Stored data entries
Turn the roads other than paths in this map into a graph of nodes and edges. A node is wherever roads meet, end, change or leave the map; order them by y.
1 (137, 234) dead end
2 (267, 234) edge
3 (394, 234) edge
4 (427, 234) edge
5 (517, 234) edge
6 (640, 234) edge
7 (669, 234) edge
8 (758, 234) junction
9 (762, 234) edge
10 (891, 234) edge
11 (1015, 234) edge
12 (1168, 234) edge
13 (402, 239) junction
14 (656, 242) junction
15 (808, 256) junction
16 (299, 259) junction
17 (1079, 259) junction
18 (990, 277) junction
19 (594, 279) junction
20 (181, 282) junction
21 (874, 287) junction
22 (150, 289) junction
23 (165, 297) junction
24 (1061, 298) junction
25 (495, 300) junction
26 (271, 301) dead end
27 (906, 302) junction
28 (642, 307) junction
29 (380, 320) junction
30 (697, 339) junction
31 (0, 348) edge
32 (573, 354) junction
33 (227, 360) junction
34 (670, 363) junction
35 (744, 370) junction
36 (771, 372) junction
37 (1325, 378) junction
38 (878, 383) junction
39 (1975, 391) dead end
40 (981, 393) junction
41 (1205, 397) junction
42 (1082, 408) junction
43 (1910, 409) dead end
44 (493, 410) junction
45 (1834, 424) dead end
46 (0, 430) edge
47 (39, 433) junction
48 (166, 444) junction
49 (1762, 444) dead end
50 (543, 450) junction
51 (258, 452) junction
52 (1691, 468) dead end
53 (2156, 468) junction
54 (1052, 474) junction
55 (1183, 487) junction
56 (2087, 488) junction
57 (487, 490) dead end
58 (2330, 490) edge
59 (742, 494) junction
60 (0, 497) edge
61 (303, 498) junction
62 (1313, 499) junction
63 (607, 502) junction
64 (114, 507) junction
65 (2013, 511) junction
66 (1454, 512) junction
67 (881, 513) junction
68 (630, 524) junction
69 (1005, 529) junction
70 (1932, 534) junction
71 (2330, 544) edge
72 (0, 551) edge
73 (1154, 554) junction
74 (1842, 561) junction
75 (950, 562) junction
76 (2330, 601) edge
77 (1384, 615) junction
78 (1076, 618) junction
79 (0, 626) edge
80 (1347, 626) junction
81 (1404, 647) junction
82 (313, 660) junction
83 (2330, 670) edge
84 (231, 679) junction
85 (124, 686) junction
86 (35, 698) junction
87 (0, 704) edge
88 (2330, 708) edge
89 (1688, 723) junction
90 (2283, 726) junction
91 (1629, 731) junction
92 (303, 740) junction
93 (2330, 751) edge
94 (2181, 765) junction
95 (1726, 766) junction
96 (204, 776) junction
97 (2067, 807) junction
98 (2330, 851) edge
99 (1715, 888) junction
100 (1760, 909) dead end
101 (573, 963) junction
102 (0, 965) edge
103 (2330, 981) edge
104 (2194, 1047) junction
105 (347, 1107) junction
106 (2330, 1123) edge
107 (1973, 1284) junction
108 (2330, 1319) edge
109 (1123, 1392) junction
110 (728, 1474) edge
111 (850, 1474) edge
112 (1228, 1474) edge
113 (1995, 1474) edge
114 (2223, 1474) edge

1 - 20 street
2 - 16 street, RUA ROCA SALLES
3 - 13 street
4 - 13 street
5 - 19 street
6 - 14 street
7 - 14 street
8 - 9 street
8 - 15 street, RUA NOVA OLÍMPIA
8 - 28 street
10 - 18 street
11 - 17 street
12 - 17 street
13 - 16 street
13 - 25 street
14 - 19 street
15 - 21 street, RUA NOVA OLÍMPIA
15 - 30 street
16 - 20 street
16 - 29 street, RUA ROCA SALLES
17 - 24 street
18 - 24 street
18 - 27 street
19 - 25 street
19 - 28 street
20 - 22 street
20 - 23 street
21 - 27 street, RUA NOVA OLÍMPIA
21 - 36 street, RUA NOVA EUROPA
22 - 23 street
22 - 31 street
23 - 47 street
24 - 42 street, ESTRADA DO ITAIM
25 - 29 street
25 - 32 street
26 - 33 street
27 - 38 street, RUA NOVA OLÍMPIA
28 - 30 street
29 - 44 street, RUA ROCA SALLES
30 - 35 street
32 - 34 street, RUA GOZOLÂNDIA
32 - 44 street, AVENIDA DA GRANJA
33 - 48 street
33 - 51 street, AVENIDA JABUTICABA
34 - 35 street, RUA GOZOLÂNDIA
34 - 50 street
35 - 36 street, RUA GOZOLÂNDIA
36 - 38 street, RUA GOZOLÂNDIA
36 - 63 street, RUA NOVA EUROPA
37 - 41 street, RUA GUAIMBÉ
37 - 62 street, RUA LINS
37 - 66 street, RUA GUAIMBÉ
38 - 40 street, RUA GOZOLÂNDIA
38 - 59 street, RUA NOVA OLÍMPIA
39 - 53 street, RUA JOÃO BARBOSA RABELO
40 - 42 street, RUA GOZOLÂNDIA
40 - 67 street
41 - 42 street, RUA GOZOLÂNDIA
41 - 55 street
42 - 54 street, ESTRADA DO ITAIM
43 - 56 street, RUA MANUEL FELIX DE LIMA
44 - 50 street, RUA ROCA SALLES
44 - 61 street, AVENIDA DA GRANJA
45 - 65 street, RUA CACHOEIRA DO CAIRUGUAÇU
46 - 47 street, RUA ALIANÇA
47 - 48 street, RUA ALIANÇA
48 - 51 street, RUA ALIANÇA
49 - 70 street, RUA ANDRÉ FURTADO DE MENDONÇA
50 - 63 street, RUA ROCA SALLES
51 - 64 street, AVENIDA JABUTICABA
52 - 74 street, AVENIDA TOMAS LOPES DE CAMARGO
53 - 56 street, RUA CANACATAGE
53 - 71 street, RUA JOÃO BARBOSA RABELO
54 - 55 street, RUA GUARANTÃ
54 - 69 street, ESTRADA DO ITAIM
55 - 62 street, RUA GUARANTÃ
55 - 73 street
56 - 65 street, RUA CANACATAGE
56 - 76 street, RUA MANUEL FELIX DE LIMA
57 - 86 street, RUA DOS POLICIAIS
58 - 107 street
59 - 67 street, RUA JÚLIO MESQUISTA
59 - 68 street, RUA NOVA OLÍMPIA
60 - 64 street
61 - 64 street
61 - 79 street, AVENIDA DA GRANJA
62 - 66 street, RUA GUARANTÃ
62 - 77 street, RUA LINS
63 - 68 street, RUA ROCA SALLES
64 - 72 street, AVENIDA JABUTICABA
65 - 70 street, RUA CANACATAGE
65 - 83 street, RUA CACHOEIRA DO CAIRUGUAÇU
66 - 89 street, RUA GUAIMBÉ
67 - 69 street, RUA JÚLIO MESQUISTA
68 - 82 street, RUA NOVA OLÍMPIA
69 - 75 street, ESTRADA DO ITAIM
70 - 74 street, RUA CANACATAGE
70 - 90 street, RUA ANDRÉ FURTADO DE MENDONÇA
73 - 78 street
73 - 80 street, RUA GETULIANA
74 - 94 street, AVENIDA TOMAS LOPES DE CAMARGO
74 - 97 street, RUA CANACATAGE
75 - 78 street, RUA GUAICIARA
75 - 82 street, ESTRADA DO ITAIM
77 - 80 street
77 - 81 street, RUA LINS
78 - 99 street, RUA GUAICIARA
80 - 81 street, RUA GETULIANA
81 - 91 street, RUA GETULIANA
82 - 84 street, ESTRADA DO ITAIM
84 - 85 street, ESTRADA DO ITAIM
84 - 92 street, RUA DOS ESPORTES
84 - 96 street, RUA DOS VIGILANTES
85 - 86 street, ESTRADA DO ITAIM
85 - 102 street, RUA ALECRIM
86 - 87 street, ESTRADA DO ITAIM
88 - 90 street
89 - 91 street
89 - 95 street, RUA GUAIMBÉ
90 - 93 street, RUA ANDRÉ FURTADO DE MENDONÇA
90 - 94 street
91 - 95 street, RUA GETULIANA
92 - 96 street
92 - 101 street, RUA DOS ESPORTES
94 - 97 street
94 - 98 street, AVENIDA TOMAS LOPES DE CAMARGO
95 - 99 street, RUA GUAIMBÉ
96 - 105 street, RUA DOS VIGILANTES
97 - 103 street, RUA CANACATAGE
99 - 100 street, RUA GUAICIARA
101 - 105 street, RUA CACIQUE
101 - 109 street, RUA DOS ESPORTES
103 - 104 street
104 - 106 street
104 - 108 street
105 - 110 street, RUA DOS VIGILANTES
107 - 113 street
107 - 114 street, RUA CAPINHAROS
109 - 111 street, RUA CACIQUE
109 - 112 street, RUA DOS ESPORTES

WHAT YOU NEED TO DO: Return, from the data, each line that has the word "MESQUISTA" in it.

WRITTEN RESPONSE:
59 - 67 street, RUA JÚLIO MESQUISTA
67 - 69 street, RUA JÚLIO MESQUISTA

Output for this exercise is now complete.